Se dopo la riforma costituzionale dovesse essere abbattuto a furor di popolo anche il Jobs Act, vorrebbe dire che l’Italia non solo è la grande malata d’Europa, ma a differenza della Germania dei primi anni duemila, è un malato che rifiuta di curarsi. Riforma previdenziale, riforma costituzionale e riforma del mercato del lavoro hanno rappresentato in questi anni le credenziali con le quali l’Italia si è ripresentata sulla scena europea e internazionale ed ha conquistato una rinnovata credibilità. Senza quelle riforme e quella credibilità, Mario Draghi non avrebbe potuto varare il programma di politica monetaria espansiva che ha sostenuto quel po’ di crescita e di ripresa occupazionale che abbiamo avuto in questi ultimi anni e la crisi dell’Euro sarebbe diventata ingovernabile. Senza quelle riforme e quella credibilità, l’Italia non avrebbe potuto presentarsi come alfiere di una possibile “terza via”, tra la versione più radicale dell’austerità, propugnata dai falchi della Bundesbank, e la sterilità autolesionistica della protesta populista, inutilmente applaudita ad Atene come a Madrid. La credibilità dell’Italia e della sua terza via è stata già pesantemente indebolita dall’esito del Referendum e dalle conseguenti dimissioni di Renzi. Manca solo la bocciatura popolare del Jobs Act per completare il capolavoro. Questo non significa che il Jobs Act vada considerato immodificabile. Un tagliando per verificare cosa abbia funzionato e cosa invece vada messo a punto, è non solo possibile, ma anche opportuno. Soprattutto, andrebbe attuata la parte, in gran parte finora rimasta sulla carta, che riguarda le politiche attive del lavoro, a cominciare dai centri per l’impiego e dai contratti di ricollocamento. Ma il Referendum proposto dalla Cgil sembra ignorare tutto questo e ispirarsi alla linea massimalista di Bertinotti di estensione generalizzata dell’articolo 18, culminata nel Referendum malamente perduto nel 2003. La Cgil deve decidere se seguire questa strada, contraddittoria con la sua grande storia, o se invece dare seguito alle positive pagine scritte con l’accordo sulle pensioni, recepito dalla legge di Bilancio, e con il rinnovo del contratto dei metalmeccanici, che è parso annunciare una nuova stagione, unitaria sul piano sindacale e innovativa nelle relazioni industriali italiane.

Oggi la minoranza bersaniana ha lanciato la candidatura di Roberto Speranza alla segreteria, e domani, a Roma, si svolgerà l’Assemblea Nazionale deciderà sul prossimo Congresso. Un congresso che Renzi vuole che sia rapido. Non trova che sia un altro clamoroso errore questo di Renzi? Il partito è a pezzi Senatore…

Forse non è a pezzi, ma certamente il Pd, l’unico vero partito italiano, è in affanno.

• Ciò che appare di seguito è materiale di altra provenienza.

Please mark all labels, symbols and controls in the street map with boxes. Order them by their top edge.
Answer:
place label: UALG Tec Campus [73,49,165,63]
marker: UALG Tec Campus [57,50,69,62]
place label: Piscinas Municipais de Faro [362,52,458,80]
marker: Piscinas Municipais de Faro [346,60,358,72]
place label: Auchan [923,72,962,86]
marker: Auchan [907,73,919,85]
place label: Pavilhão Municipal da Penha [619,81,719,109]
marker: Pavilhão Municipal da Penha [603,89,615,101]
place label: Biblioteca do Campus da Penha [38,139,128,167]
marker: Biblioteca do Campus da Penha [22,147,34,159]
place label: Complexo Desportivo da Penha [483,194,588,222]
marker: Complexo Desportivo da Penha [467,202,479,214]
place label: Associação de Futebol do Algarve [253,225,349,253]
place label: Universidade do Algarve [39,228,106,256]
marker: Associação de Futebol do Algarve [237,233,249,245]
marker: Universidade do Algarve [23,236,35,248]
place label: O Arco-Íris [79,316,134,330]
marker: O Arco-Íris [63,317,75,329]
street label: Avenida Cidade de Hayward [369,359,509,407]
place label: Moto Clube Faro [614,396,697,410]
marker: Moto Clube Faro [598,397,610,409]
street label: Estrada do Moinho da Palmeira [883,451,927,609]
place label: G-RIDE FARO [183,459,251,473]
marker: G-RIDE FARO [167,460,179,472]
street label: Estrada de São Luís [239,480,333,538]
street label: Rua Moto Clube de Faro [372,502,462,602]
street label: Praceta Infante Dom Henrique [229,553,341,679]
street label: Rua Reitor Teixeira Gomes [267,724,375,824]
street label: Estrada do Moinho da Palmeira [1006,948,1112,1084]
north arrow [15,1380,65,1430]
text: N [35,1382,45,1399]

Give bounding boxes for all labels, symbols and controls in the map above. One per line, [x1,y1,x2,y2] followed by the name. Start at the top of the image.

Un Congresso vero è dunque necessario e urgente. Per ridare al partito una linea politica, una leadership legittimata e anche una forma organizzativa pensata e strutturata in modo innovativo. In questo caso, fare bene e fare presto sono due facce della stessa medaglia. Prendere tempo non significherebbe infatti approfondire la riflessione, ma abbandonarsi al gioco suicida delle correnti. E far mancare al paese l’ultimo appiglio a cui aggrapparsi per non finire nella riedizione della I Repubblica. E come è noto quando una pagina grande e tragica si ripete, di solito assume le sembianze della farsa. Stavolta sarebbe anche una farsa con ben poco da ridere.